Anggapan itu pun tak sepenuhnya salah, tetapi juga tak sepenuhnya bisa dikatakan benar.
Anggapan tersebut mungkin dapat dikatakan benar karena memang usia perkembangan anak khususnya usia dini adalah masa keemasannya dalam bertumbuh kembang. Pada fase tersebut, anak memiliki kemampuan berkembang yang sangat pesat dibandingkan dengan fase usia pertumbuhan lain. Anak akan sangat sensitif dalam menerima segala informasi lingkungan sekitar dan pengaruh dari luar.
Perkembangan tersebut berkaitan dengan perkembangan dari sisi berpikir, emosi, dan kecerdasan serta perkembangan motorik, maupun sosialnya.
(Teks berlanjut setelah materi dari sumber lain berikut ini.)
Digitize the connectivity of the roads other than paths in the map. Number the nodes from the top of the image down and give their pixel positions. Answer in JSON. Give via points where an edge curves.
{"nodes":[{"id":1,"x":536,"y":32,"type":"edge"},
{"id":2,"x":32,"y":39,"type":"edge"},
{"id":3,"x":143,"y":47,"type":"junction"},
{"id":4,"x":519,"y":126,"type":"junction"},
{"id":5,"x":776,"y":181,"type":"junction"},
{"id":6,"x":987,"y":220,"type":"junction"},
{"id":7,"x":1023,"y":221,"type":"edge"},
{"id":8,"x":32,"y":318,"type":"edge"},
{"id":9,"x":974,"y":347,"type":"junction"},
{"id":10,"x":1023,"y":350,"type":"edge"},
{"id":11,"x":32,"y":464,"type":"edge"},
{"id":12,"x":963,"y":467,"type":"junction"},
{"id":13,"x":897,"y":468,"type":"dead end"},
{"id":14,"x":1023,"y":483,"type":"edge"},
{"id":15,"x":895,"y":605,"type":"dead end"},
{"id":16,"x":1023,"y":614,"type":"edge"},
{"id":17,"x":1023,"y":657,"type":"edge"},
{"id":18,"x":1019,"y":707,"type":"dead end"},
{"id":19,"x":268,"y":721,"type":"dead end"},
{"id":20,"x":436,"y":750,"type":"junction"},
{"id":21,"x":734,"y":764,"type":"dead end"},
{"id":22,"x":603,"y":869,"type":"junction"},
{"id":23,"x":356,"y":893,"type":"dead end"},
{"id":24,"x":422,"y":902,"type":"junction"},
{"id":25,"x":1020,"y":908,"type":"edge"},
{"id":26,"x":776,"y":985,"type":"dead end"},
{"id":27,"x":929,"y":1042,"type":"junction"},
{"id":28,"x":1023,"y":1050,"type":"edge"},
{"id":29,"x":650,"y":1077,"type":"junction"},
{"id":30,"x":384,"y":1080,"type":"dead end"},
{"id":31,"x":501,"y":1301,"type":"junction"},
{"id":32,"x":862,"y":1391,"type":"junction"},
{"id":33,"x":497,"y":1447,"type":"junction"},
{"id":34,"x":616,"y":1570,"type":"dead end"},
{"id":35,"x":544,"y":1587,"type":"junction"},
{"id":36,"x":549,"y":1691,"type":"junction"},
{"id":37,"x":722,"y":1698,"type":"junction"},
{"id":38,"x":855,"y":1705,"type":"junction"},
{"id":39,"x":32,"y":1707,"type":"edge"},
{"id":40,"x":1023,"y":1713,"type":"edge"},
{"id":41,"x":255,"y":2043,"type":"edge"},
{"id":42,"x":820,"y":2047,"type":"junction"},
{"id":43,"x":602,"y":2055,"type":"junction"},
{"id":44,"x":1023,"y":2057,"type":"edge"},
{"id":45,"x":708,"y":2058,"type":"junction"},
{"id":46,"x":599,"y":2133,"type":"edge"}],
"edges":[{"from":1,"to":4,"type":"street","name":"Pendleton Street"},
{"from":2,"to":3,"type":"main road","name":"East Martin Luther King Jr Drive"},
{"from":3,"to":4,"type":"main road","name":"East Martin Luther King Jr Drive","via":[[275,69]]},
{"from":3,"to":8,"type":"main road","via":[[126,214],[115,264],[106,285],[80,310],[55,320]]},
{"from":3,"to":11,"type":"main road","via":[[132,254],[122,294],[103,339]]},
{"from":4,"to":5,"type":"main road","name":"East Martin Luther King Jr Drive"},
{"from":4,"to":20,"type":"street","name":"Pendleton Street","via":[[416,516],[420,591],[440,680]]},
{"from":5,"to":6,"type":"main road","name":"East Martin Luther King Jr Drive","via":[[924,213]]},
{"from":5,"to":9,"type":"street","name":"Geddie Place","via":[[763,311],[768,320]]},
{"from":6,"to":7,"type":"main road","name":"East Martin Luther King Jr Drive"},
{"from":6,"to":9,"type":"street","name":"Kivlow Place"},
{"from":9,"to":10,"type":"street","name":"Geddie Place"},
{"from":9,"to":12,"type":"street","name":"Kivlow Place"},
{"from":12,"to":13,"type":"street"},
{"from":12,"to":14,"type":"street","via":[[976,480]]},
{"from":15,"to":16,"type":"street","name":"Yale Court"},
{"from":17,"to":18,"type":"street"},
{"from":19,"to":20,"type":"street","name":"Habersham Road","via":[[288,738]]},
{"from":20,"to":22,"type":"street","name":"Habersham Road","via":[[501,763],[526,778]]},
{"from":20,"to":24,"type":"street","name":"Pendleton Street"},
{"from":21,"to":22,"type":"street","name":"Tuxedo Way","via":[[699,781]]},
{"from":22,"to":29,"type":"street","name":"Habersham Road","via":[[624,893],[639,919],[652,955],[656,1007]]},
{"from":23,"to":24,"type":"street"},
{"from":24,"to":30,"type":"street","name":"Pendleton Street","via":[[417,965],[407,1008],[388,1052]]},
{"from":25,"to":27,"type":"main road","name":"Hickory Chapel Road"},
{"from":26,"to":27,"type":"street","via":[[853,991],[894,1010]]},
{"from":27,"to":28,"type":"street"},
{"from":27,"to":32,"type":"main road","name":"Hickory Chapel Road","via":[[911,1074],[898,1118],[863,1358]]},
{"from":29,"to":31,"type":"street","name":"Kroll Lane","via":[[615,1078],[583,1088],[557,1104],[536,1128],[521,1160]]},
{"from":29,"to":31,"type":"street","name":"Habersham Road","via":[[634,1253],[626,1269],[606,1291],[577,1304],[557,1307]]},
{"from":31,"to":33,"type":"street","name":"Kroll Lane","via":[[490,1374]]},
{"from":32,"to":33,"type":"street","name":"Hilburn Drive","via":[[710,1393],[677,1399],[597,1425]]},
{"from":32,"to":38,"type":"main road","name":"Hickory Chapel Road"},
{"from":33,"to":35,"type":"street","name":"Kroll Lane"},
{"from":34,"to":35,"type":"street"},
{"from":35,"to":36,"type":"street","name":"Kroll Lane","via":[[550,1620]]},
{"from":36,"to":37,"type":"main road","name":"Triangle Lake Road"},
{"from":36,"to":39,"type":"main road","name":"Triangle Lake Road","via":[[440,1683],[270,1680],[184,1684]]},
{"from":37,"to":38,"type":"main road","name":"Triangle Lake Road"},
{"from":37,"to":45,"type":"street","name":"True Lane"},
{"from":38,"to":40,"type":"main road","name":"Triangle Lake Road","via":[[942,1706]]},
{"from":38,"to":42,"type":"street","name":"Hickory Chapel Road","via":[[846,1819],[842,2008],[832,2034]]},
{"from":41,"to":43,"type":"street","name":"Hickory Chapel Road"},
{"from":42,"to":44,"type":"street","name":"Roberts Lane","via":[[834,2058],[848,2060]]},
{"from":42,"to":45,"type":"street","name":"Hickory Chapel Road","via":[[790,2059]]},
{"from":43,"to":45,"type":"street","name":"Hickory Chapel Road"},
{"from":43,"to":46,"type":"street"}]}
Namun, di sisi lain, kemampuan anak secara mental belumlah matang secara sempurna. Hal tersebut berpotensi mengakibatkan anak akhirnya cepat jenuh dalam mengikuti proses belajar mengajar.
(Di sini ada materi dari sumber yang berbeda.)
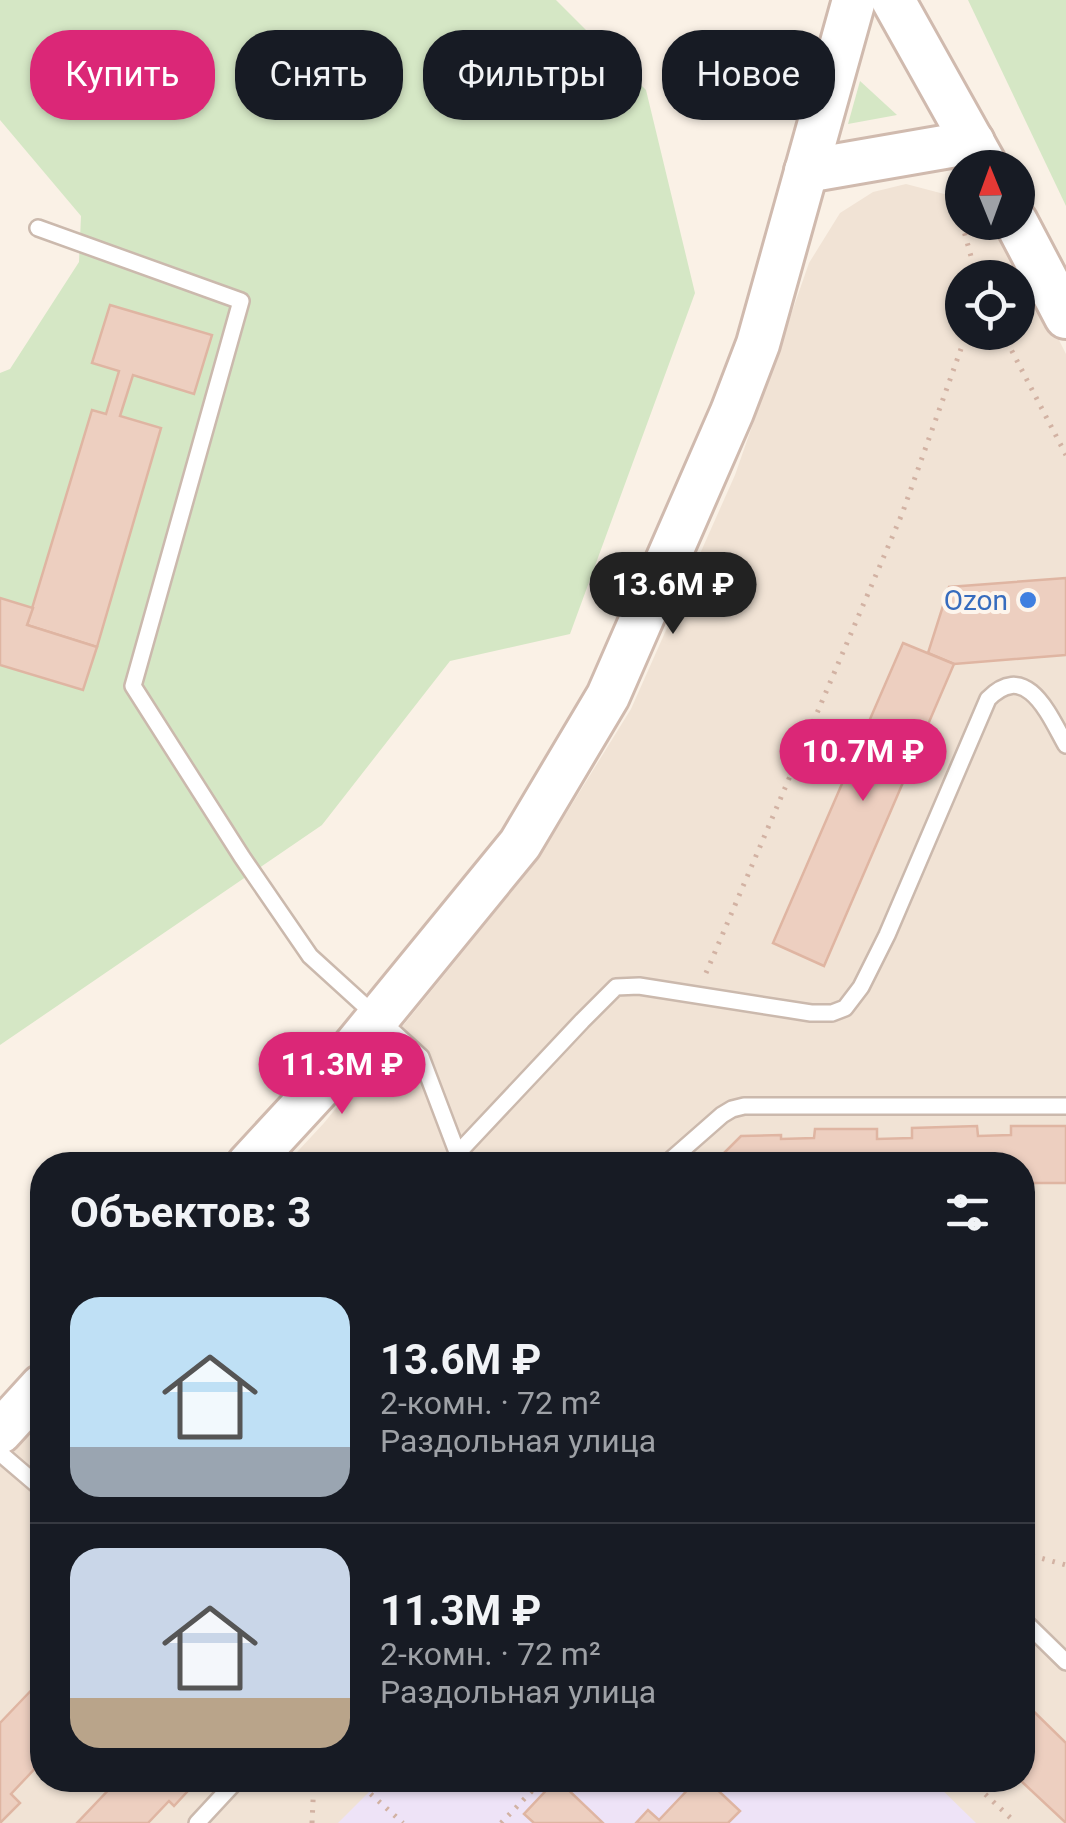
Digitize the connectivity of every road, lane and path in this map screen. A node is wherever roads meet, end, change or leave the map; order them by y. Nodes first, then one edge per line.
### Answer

Mereka (orang tua) yang tak peka terhadap kondisi anak juga rentan membuat anak mengalami kondisi tertekan. Kondisi tertekan tersebut disebabkan oleh proses belajar mengajar berbasis pendidikan formal yang cenderung menjemukan. Anak yang seharusnya bahagia dengan dunia bermainnya harus dihadapkan dengan pelajaran-pelajaran yang tak semuanya sesuai dengan umur perkembangannya.
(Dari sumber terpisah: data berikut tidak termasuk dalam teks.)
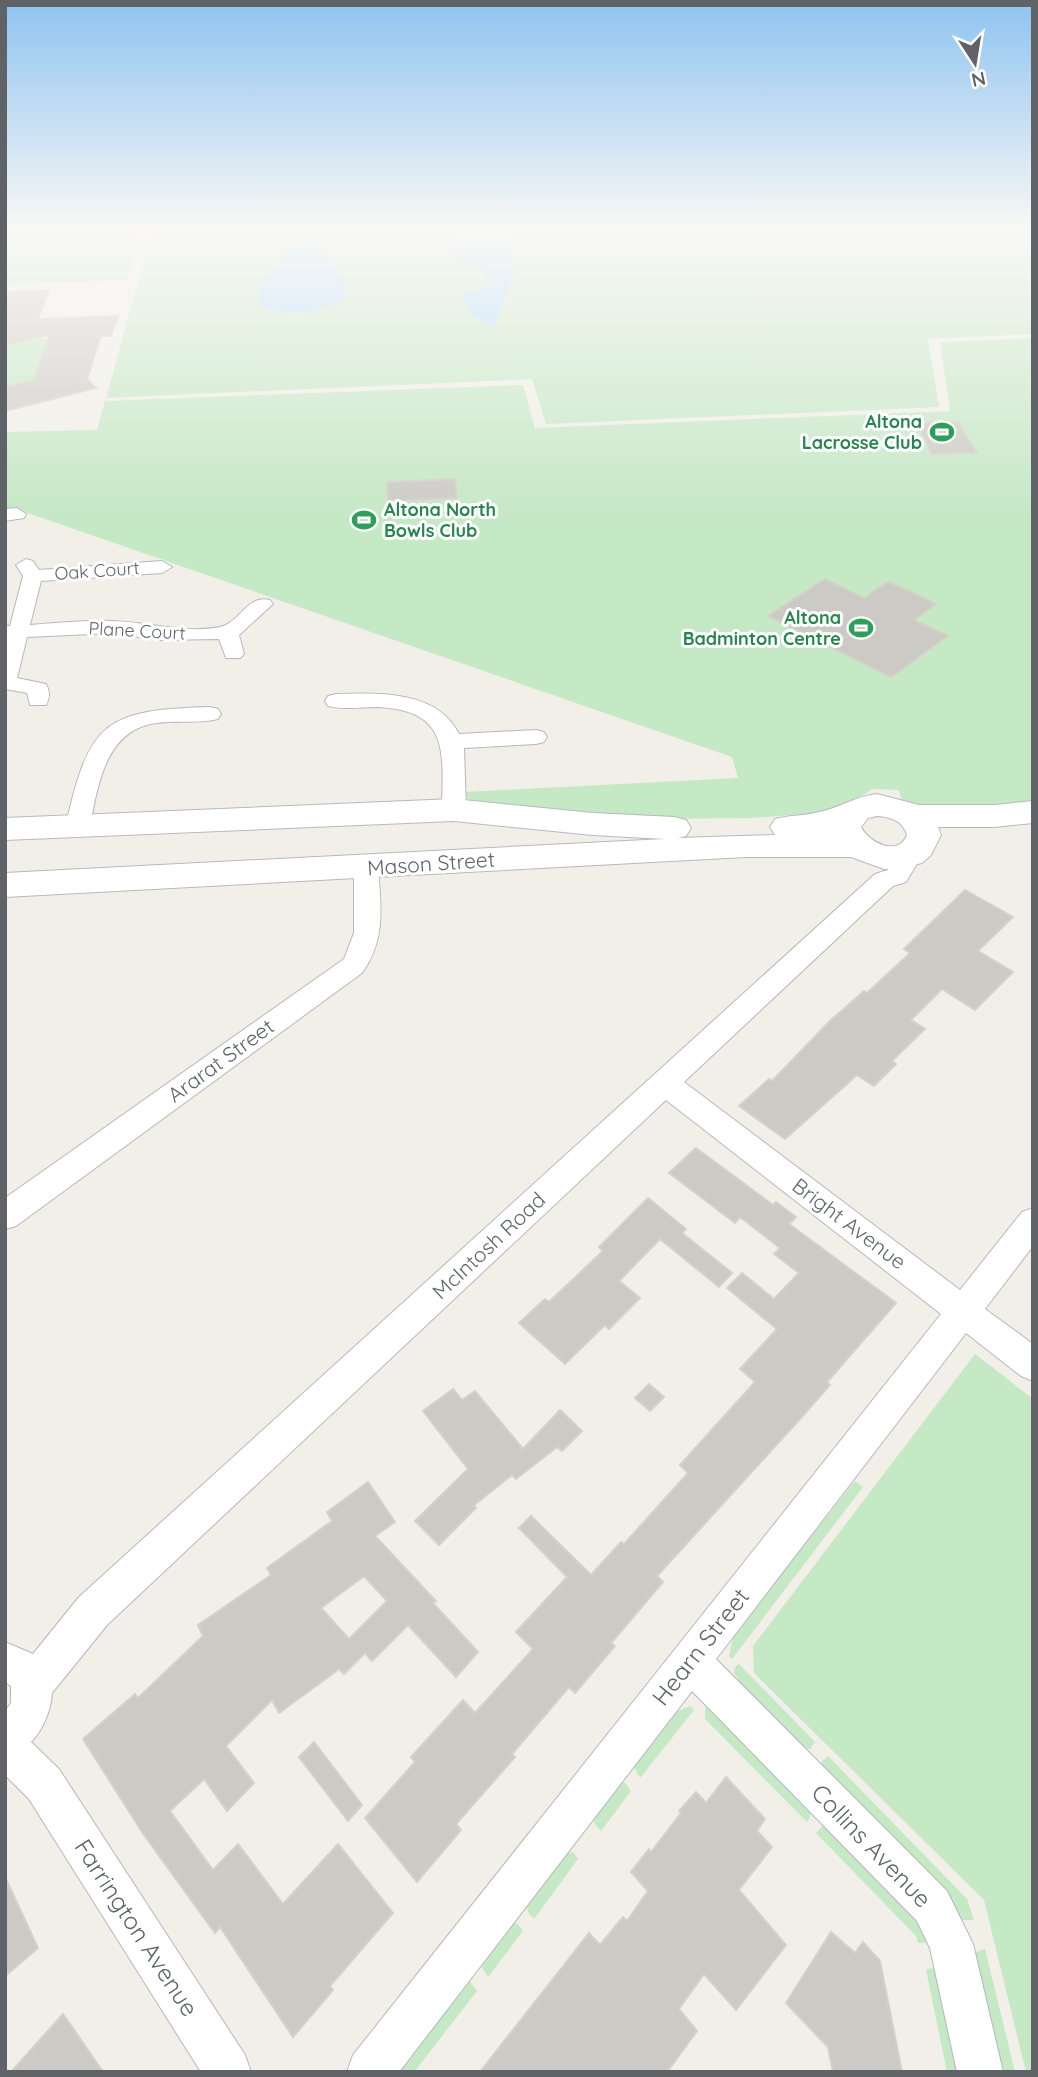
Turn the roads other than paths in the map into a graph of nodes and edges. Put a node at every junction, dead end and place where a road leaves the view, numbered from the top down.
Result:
1 (162, 567) dead end
2 (263, 604) dead end
3 (12, 632) edge
4 (228, 633) junction
5 (233, 654) dead end
6 (5, 682) edge
7 (38, 700) dead end
8 (336, 701) dead end
9 (210, 715) dead end
10 (536, 737) dead end
11 (452, 741) junction
12 (454, 810) junction
13 (1033, 812) edge
14 (514, 814) junction
15 (78, 825) junction
16 (5, 829) edge
17 (1033, 832) edge
18 (856, 837) junction
19 (916, 837) junction
20 (494, 859) junction
21 (366, 868) junction
22 (884, 880) junction
23 (5, 885) edge
24 (665, 1083) junction
25 (5, 1216) edge
26 (1033, 1222) edge
27 (964, 1312) junction
28 (1033, 1365) edge
29 (690, 1661) junction
30 (15, 1702) edge
31 (228, 2072) edge
32 (370, 2072) edge
33 (980, 2072) edge

1 - 3 street, Oak Court
2 - 4 street
3 - 4 street, Plane Court
3 - 6 street, Oak Court
4 - 5 street
6 - 7 street
8 - 11 street
9 - 15 street
10 - 11 street
11 - 12 street
12 - 14 street
12 - 15 street
13 - 19 street
14 - 18 street
14 - 20 street
15 - 16 street
17 - 19 street
18 - 19 street
18 - 19 street
18 - 20 street, Mason Street
18 - 22 street
19 - 22 street, McIntosh Road
20 - 21 street, Mason Street
21 - 23 street, Mason Street
21 - 25 street, Ararat Street
22 - 24 street, McIntosh Road
24 - 27 street, Bright Avenue
24 - 30 street, McIntosh Road
26 - 27 street, Hearn Street
27 - 28 street, Bright Avenue
27 - 29 street, Hearn Street
29 - 32 street, Hearn Street
29 - 33 street, Collins Avenue
30 - 31 street, Farrington Avenue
Problem lain pun hadir dari rekan-rekannnya yang secara umur lebih dewasa dari usianya. Masalah tersebut dapat berupa kemampuan berinteraksi dengan dunia seusia rekannya, yang notabenenya berusia lebih dewasa dari dirinya. Jika anak tak mampu untuk mengikuti dunia dan pola pikir anak yang lebih dewasa, ditakutkan sang anak berpotensi mengalami pengucilan atau bulliying dalam peer groupnya.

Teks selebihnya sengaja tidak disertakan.